Reducing and removing rubber deposits left on the runway have been part of a NASA research project to improve safety and testing methods. Gary Mason reports

runwayThe problem of hazardous take-offs and landings on runways that are wet or subject to snow and ice can be compounded by other contaminates, particularly rubber deposits left by an aircraft’s landing wheels over time.

These deposits need to be removed but aviation authorities give different guidance on when this should happen and the best method for carrying out the task. There are a number of different techniques and technologies available to airports and there are also various types of continuous friction measuring equipment (CFME) that they use to measure the safety of the runway surface for take-offs and landings before and after maintenance work has been carried out.

Thomas J Yager a distinguished research associate from the NASA Research Centre at Langley, Virginia gave a detailed presentation on research work carried out by NASA for the FAA to solve the problem and attempts to standardise procedures.

The research team have recommended that FAA and ICAO come up with a better set of friction testing values that would include grooved runway surfaces. “But when they will be adopted is hard to say,” he told the conference.

ICAO suggested guidelines state that wet runway friction evaluations should be taken when the runways are first constructed and then after routine repair work such as resurfacing, rubber removal and overlays.

Mr Yager told the conference that the time interval between wet runway friction measurements depends on many factors such as aircraft type and frequency of use.

Suggested guidelines from the UK Civil Aviation Authority (CAA) identifies minimum maintenance planning and construction classification values for two CFMEs.

Guidelines from the FAA state that CFME wet friction tests should be regularly performed to monitor each runway third.
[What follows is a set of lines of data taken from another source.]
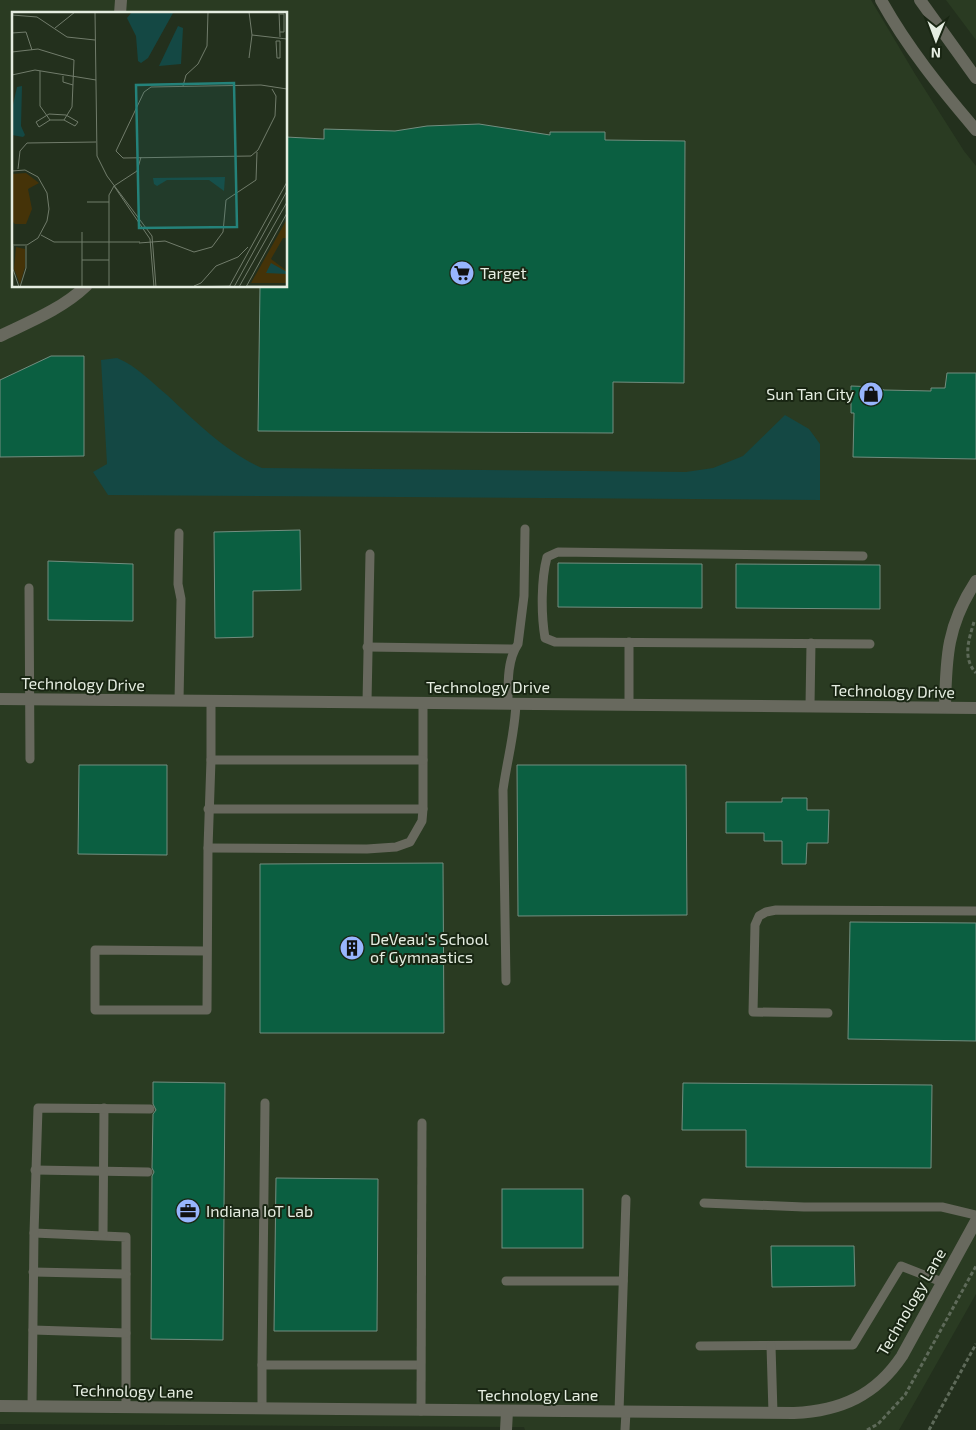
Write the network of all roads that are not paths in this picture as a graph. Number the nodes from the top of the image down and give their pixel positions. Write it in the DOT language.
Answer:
graph roads {
  1 [pos="881,0"];
  2 [pos="920,0"];
  3 [pos="976,78"];
  4 [pos="976,130"];
  5 [pos="84,288"];
  6 [pos="0,336"];
  7 [pos="525,529"];
  8 [pos="179,533"];
  9 [pos="370,554"];
  10 [pos="863,556"];
  11 [pos="976,581"];
  12 [pos="29,588"];
  13 [pos="629,642"];
  14 [pos="811,644"];
  15 [pos="870,644"];
  16 [pos="368,647"];
  17 [pos="514,649"];
  18 [pos="0,699"];
  19 [pos="30,700"];
  20 [pos="179,701"];
  21 [pos="212,702"];
  22 [pos="368,702"];
  23 [pos="512,703"];
  24 [pos="423,704"];
  25 [pos="629,704"];
  26 [pos="810,706"];
  27 [pos="946,707"];
  28 [pos="976,708"];
  29 [pos="30,759"];
  30 [pos="211,760"];
  31 [pos="423,760"];
  32 [pos="208,809"];
  33 [pos="423,809"];
  34 [pos="208,848"];
  35 [pos="976,911"];
  36 [pos="206,951"];
  37 [pos="506,981"];
  38 [pos="828,1013"];
  39 [pos="265,1103"];
  40 [pos="104,1108"];
  41 [pos="150,1109"];
  42 [pos="422,1122"];
  43 [pos="35,1170"];
  44 [pos="103,1171"];
  45 [pos="148,1172"];
  46 [pos="626,1199"];
  47 [pos="704,1203"];
  48 [pos="976,1215"];
  49 [pos="976,1220"];
  50 [pos="34,1233"];
  51 [pos="103,1235"];
  52 [pos="33,1272"];
  53 [pos="126,1274"];
  54 [pos="506,1281"];
  55 [pos="623,1281"];
  56 [pos="942,1282"];
  57 [pos="33,1330"];
  58 [pos="126,1332"];
  59 [pos="700,1346"];
  60 [pos="771,1346"];
  61 [pos="262,1365"];
  62 [pos="420,1365"];
  63 [pos="0,1406"];
  64 [pos="32,1406"];
  65 [pos="126,1407"];
  66 [pos="262,1409"];
  67 [pos="420,1410"];
  68 [pos="507,1411"];
  69 [pos="622,1412"];
  70 [pos="773,1413"];
  71 [pos="506,1430"];
  72 [pos="625,1430"];
  1 -- 4 [label="street"];
  2 -- 3 [label="street"];
  5 -- 6 [label="street"];
  7 -- 17 [label="lane"];
  8 -- 20 [label="lane"];
  9 -- 16 [label="lane"];
  10 -- 13 [label="lane"];
  11 -- 27 [label="street"];
  12 -- 19 [label="lane"];
  13 -- 14 [label="lane"];
  13 -- 25 [label="lane"];
  14 -- 15 [label="lane"];
  14 -- 26 [label="lane"];
  16 -- 17 [label="lane"];
  16 -- 22 [label="lane"];
  17 -- 23 [label="lane"];
  18 -- 19 [label="street, Technology Drive"];
  19 -- 20 [label="street, Technology Drive"];
  19 -- 29 [label="lane"];
  20 -- 21 [label="street, Technology Drive"];
  21 -- 22 [label="street, Technology Drive"];
  21 -- 30 [label="lane"];
  22 -- 24 [label="street, Technology Drive"];
  23 -- 24 [label="street, Technology Drive"];
  23 -- 25 [label="street, Technology Drive"];
  23 -- 37 [label="lane"];
  24 -- 31 [label="lane"];
  25 -- 26 [label="street, Technology Drive"];
  26 -- 27 [label="street, Technology Drive"];
  27 -- 28 [label="street, Technology Drive"];
  30 -- 31 [label="lane"];
  30 -- 32 [label="lane"];
  31 -- 33 [label="lane"];
  32 -- 33 [label="lane"];
  32 -- 34 [label="lane"];
  33 -- 34 [label="lane"];
  34 -- 36 [label="lane"];
  35 -- 38 [label="lane"];
  36 -- 36 [label="lane"];
  39 -- 61 [label="lane"];
  40 -- 41 [label="lane"];
  40 -- 43 [label="lane"];
  40 -- 44 [label="lane"];
  42 -- 62 [label="lane"];
  43 -- 44 [label="lane"];
  43 -- 50 [label="lane"];
  44 -- 45 [label="lane"];
  44 -- 51 [label="lane"];
  46 -- 55 [label="lane"];
  47 -- 48 [label="lane"];
  49 -- 56 [label="street, Technology Lane"];
  50 -- 51 [label="lane"];
  50 -- 52 [label="lane"];
  51 -- 53 [label="lane"];
  52 -- 53 [label="lane"];
  52 -- 57 [label="lane"];
  53 -- 58 [label="lane"];
  54 -- 55 [label="lane"];
  55 -- 69 [label="lane"];
  56 -- 60 [label="lane"];
  56 -- 70 [label="street, Technology Lane"];
  57 -- 58 [label="lane"];
  57 -- 64 [label="lane"];
  58 -- 65 [label="lane"];
  59 -- 60 [label="lane"];
  60 -- 70 [label="lane"];
  61 -- 62 [label="lane"];
  61 -- 66 [label="lane"];
  62 -- 67 [label="lane"];
  63 -- 64 [label="street, Technology Lane"];
  64 -- 65 [label="street, Technology Lane"];
  65 -- 66 [label="street, Technology Lane"];
  66 -- 67 [label="street, Technology Lane"];
  67 -- 68 [label="street, Technology Lane"];
  68 -- 69 [label="street, Technology Lane"];
  68 -- 71 [label="street"];
  69 -- 70 [label="street, Technology Lane"];
  69 -- 72 [label="lane"];
}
The guidelines cover eight different types of friction testing equipment taken at two different speeds – 40mph and 60mph. If the friction level measured is below the maintenance planning level in any runway section, corrective action is suggested. But the maintenance planning level varies with each CFME and the speed of the friction measurement run.
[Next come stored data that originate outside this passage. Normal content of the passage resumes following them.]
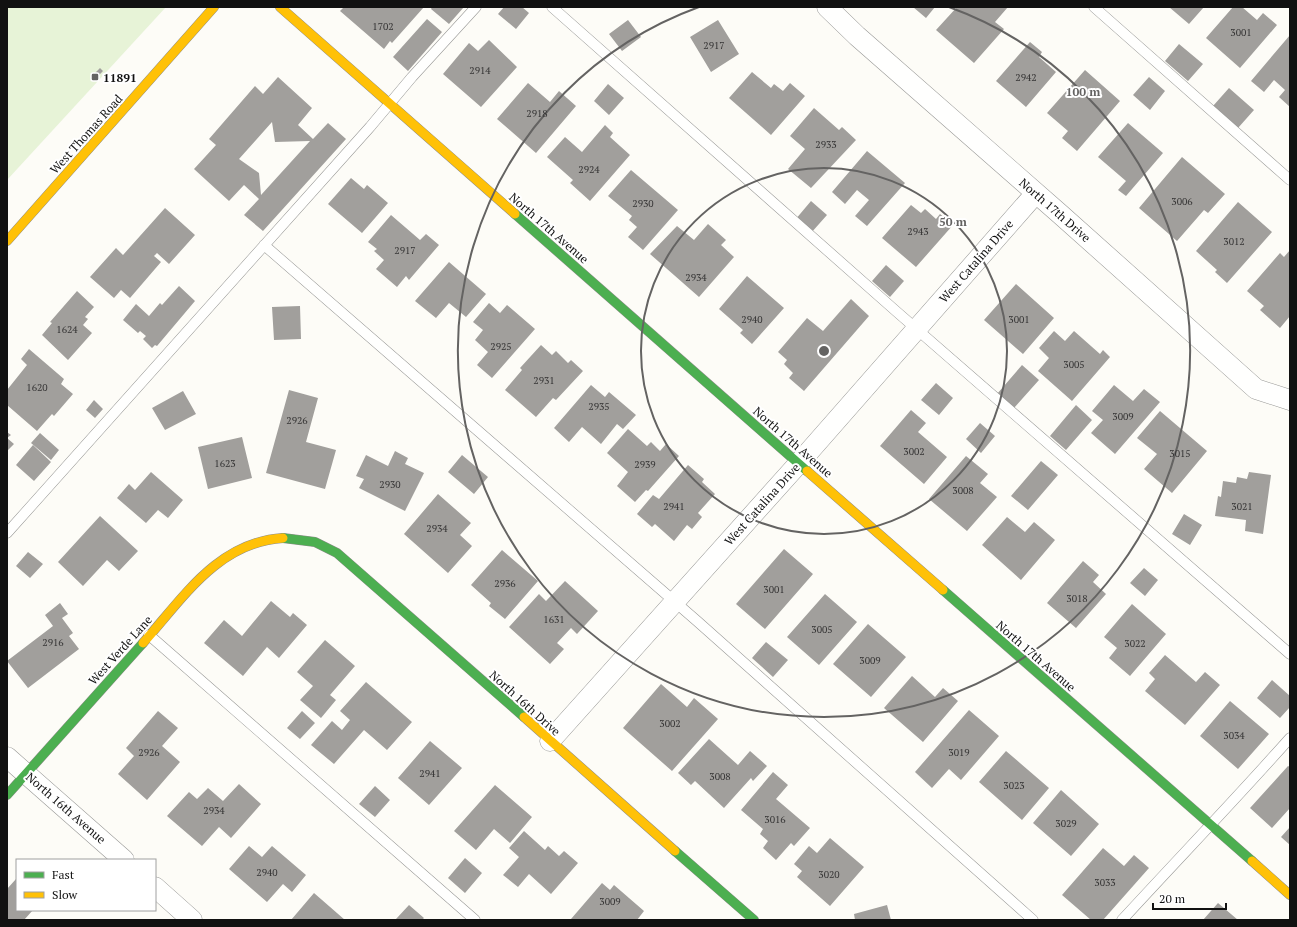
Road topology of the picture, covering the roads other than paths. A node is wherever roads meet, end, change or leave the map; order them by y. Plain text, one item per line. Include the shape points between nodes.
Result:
1 (214, 7) edge
2 (280, 7) edge
3 (476, 7) edge
4 (552, 7) edge
5 (827, 7) edge
6 (1094, 7) edge
7 (389, 104) junction
8 (1290, 180) edge
9 (1036, 193) junction
10 (7, 241) edge
11 (264, 245) junction
12 (916, 329) junction
13 (1290, 400) edge
14 (799, 463) junction
15 (7, 533) edge
16 (265, 540) joint
17 (674, 602) junction
18 (149, 635) junction
19 (1290, 654) edge
20 (1290, 738) edge
21 (550, 741) junction
22 (7, 757) edge
23 (26, 773) junction
24 (7, 795) edge
25 (1210, 825) junction
26 (123, 859) edge
27 (156, 888) edge
28 (1290, 895) edge
29 (192, 920) edge
30 (475, 920) edge
31 (754, 920) edge
32 (1033, 920) edge
33 (1122, 920) edge

1 - 10 street, West Thomas Road
2 - 7 street, North 17th Avenue
3 - 7 lane
4 - 12 lane
5 - 9 street, North 17th Drive
6 - 8 lane
7 - 11 lane
7 - 14 street, North 17th Avenue
9 - 12 street, West Catalina Drive
9 - 13 street, North 17th Drive via 1256,389
11 - 15 lane
11 - 17 lane
12 - 14 street, West Catalina Drive
12 - 19 lane
14 - 17 street, West Catalina Drive
14 - 25 street, North 17th Avenue
16 - 18 street, West Verde Lane via 235,550 207,571
16 - 21 street, North 16th Drive via 294,538 315,542 333,551
17 - 21 street, West Catalina Drive
17 - 32 lane
18 - 23 street, West Verde Lane
18 - 30 lane
20 - 25 lane
21 - 31 street, North 16th Drive
22 - 23 street, North 16th Avenue
23 - 24 street, West Verde Lane
23 - 26 street, North 16th Avenue
25 - 28 street, North 17th Avenue
25 - 33 lane
27 - 29 street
The FAA circular provides a suggested friction survey frequency based on average daily aircraft landing runway traffic volumes. So, for example, if there are 15 or less daily landings the tests should be carried out once a year but at the top of the scale if there are more than 200 daily landings the tests need to carried out every week as a minimum requirement.

For removing rubber deposits from runways there are a range of different removal treatments including ultra-high pressure waterblasters, chemical-brush, high velocity shot impact, and mechanical grinding machines.

These again vary on cost, the time it takes to complete the task, environmental impact and any resulting improvement in wet firction performance.

Mr Yager told the conference that the use of mechanical grinders on runway produces a beneficial ‘corduroy’ effect on the landing surface. “As well as removing the rubber deposits this equipment leaves shallow grooves and valleys on the pavement and improve the wet friction performance of the existing surface,” he said.

He added that chemical brushes which are used at airports in the US are more time consuming and costly.

The NASA research made a number of recommendations to improve the impact on safety caused by runway contaminates. These include redesigning air landing gear components particularly the make-up of the landing tyre tread to reduce the amount of rubber deposits left behind.